A 60 años del asalto al Cuartel de Ciudad Madera, Chihuahua, el Senado de la República honró la memoria de los 13 combatientes que participaron en aquel acto histórico, considerado por muchos como el inicio de una nueva fase en la lucha popular mexicana. En una ceremonia cargada de simbolismo y reconocimiento, legisladoras y legisladores de distintos partidos coincidieron en destacar el valor, la dignidad y el compromiso de quienes, ante la falta de alternativas pacíficas, decidieron enfrentar el poder de los caciques y terratenientes.
La presidenta del Senado, Laura Itzel Castillo Juárez, encabezó el homenaje y subrayó que el asalto al cuartel, ocurrido el 23 de septiembre de 1965, fue un intento por iniciar un proceso de transformación profundo en el país. “Un grupo de jóvenes entregó su vida para reivindicar la lucha por la tierra y la justicia, para el derecho a soñar con un país diferente”, expresó. Recordó que los protagonistas fueron integrantes del Grupo Popular Guerrillero, conformado por campesinos, maestros y miembros del Partido Popular Socialista, quienes denunciaban el despojo agrario y la represión sistemática.

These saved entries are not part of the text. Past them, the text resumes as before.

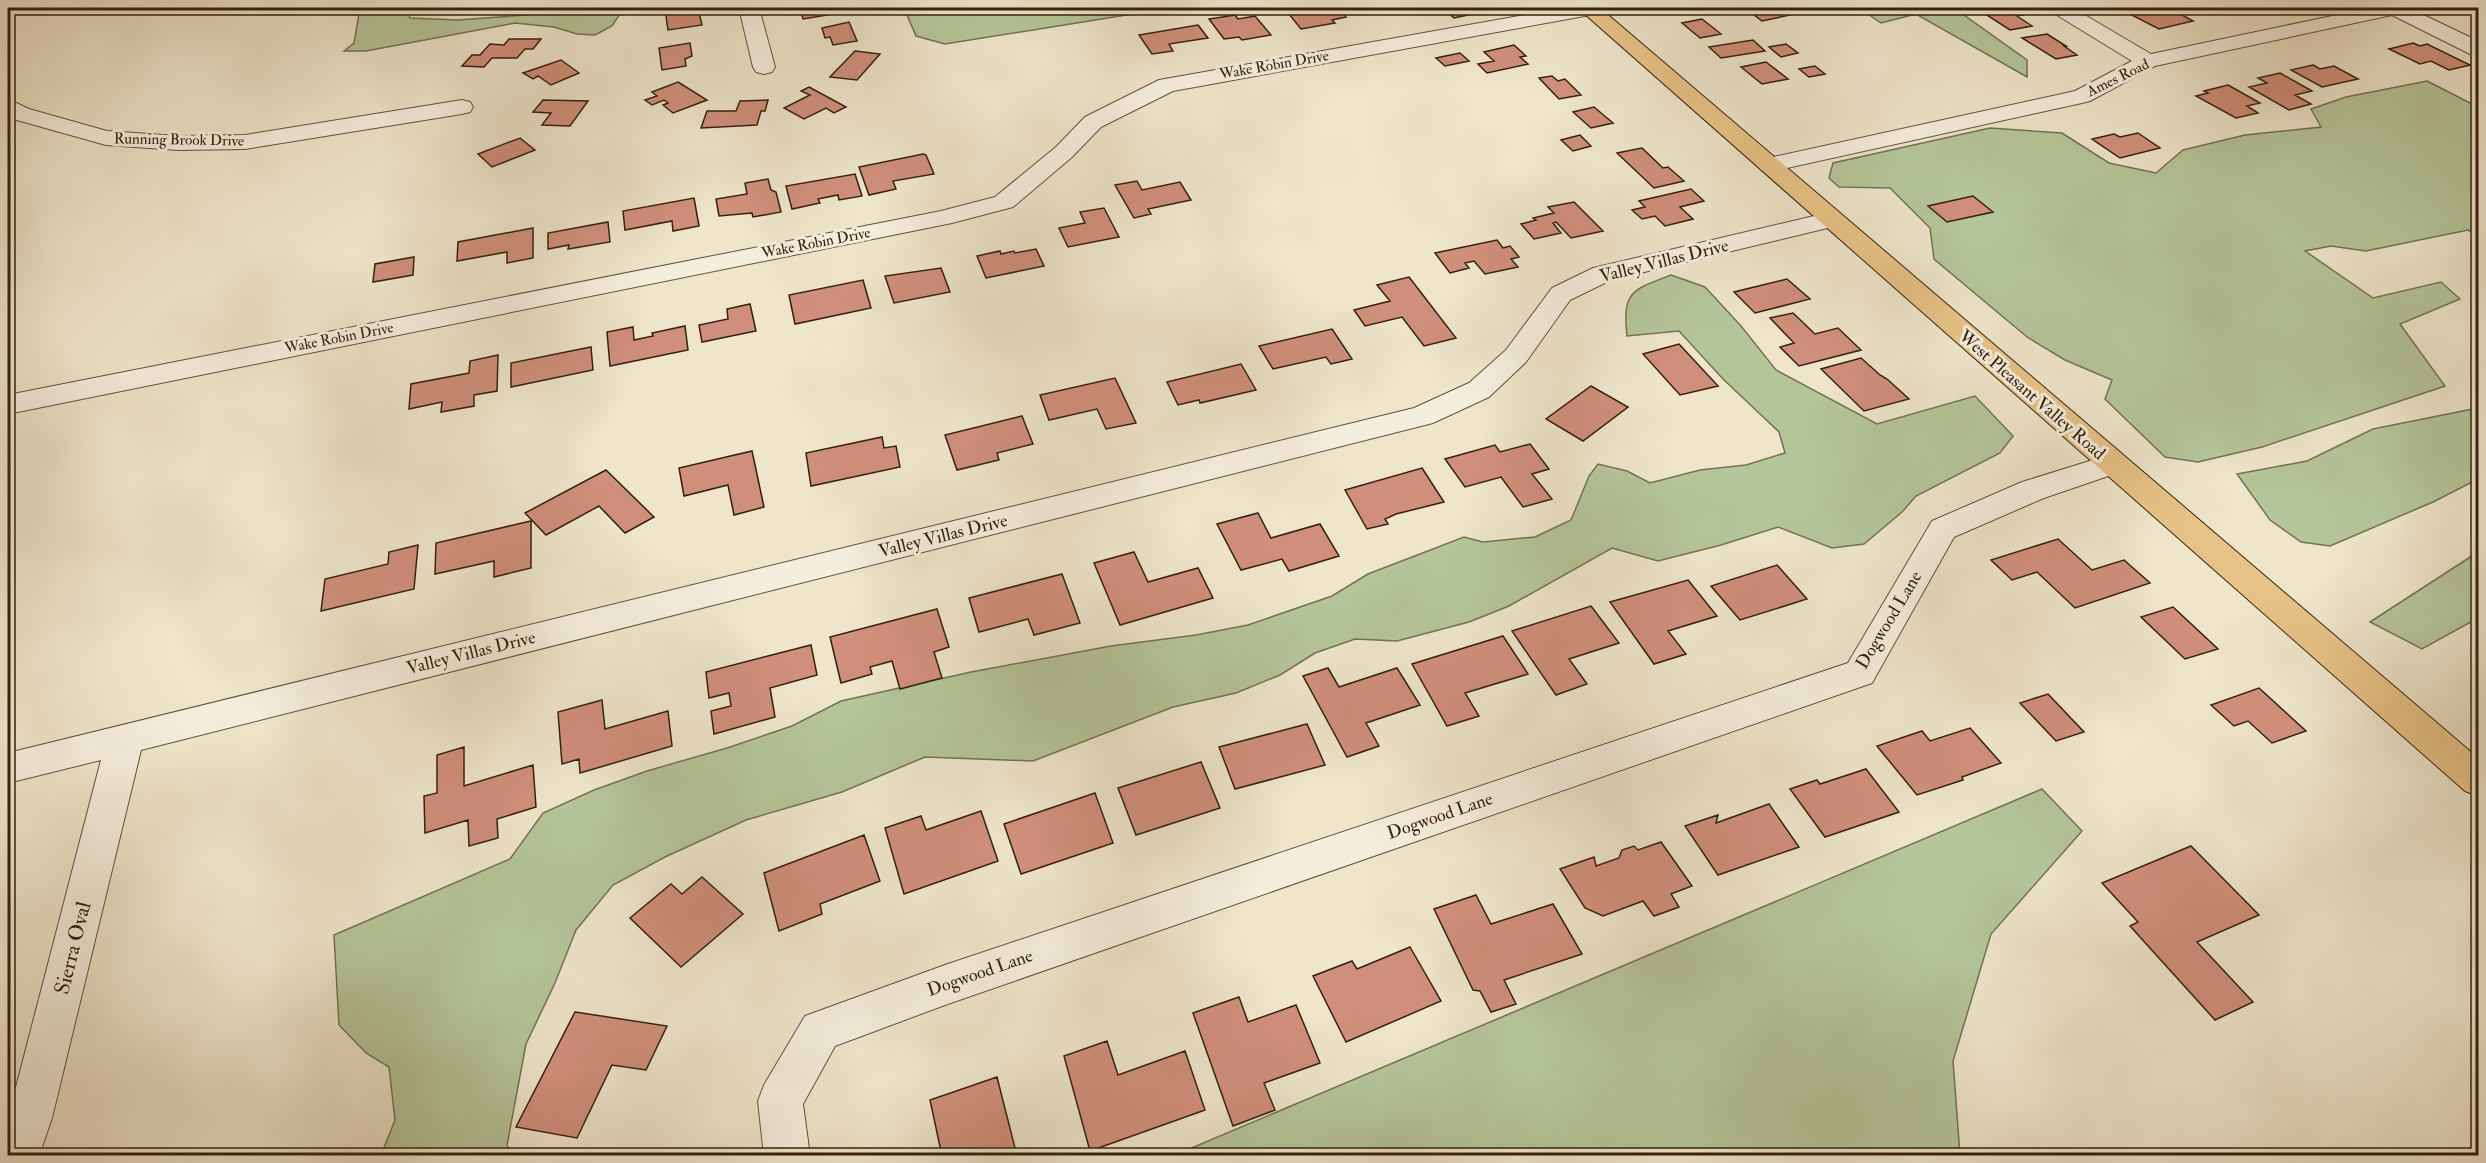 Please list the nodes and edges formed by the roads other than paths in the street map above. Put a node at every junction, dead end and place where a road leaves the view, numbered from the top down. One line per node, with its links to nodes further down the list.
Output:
1 (748, 8): 7 (street)
2 (1589, 8): 10 (main road, West Pleasant Valley Road); 12 (street, Wake Robin Drive)
3 (2059, 8): 6 (street)
4 (2396, 8): 5 (street); 6 (street, Ames Road)
5 (2478, 49)
6 (2148, 61): 10 (street, Ames Road)
7 (764, 67)
8 (8, 106): 9 (street, Running Brook Drive)
9 (462, 107)
10 (1769, 165): 11 (main road, West Pleasant Valley Road)
11 (1831, 220): 13 (main road, West Pleasant Valley Road); 14 (street, Valley Villas Drive)
12 (8, 405)
13 (2112, 464): 16 (main road, West Pleasant Valley Road); 18 (street, Dogwood Lane)
14 (125, 739): 15 (street, Valley Villas Drive); 17 (street, Sierra Oval)
15 (8, 768)
16 (2478, 780)
17 (16, 1155)
18 (787, 1155)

Entre los nombres que se pronunciaron con respeto y gratitud estuvieron Arturo Gámiz García, maestro rural que encabezó el movimiento, junto a Emilio Gámiz García, Salomón Gaytán Aguirre, Pablo Gómez Ramírez, Juan Antonio Escobar Gaitán, Rafael Martínez Valdivia, Miguel Quiñones Pedroza, Óscar Sandoval Salinas, Guadalupe Scobell, Ramón Mendoza, Florencio Lugo, Francisco Ornelas y Matías Fernández. “No buscaban solamente tomar un cuartel, querían justicia para los campesinos despojados, libertad para los estudiantes reprimidos, dignidad para los trabajadores explotados”, afirmó Castillo Juárez.
La senadora celebró el decreto de la Presidenta Claudia Sheinbaum Pardo, quien declaró Sitio de Memoria la tumba colectiva donde yacen los combatientes caídos, y agradeció la presencia de Rosario Piedra Ibarra, presidenta de la Comisión Nacional de los Derechos Humanos, reconociendo las recomendaciones que evidencian la represión sufrida por quienes lucharon por democracia.
“Ese intento, aunque militarmente fallido, inauguró una nueva fase de la lucha popular, recogiendo las gestas villistas, zapatistas y jaramillistas”, añadió Castillo, al destacar que este episodio dio origen a movimientos como la Liga Comunista 23 de Septiembre. “Reivindicar a estos héroes es mantener viva la llama de la democracia”, concluyó.
La senadora Andrea Chávez Treviño afirmó que los insurgentes de Madera son recordados como precursores de una sociedad más justa, igualitaria y digna, y calificó como “cobardes e ignorantes” a quienes cuestionan el actuar desesperado de quienes sabían que iban a morir. Por su parte, Gerardo Fernández Noroña consideró el asalto como una gesta heroica, en la que “13 jóvenes se levantaron contra más de cien militares y pagaron con su vida el compromiso de transformación de la patria”.
Desde otras bancadas, también se sumaron voces de reconocimiento. El senador del PAN, Mario Humberto Vázquez Robles, señaló que “honrar a los caídos de Madera significa defender el Estado de Derecho y no permitir que el miedo nos paralice”. La senadora del PVEM, María del Rocío Corona Nakamura, destacó la importancia de la reparación simbólica y el acceso a la verdad. Del PRI, Carolina Viggiano Austria afirmó que esta conmemoración honra los valores más altos de México y sus luchas históricas.
En la ceremonia estuvieron presentes Félix Arturo Medina Padilla, subsecretario de Derechos Humanos de la Secretaría de Gobernación, y Florencio Lugo Hernández, único sobreviviente del asalto, quien recibió un emotivo reconocimiento por su testimonio y resistencia.
Con este homenaje, el Senado reafirma el compromiso de mantener viva la memoria de quienes lucharon por un México más justo, y de seguir construyendo un país donde la democracia, la dignidad y los derechos sean una realidad para todas y todos.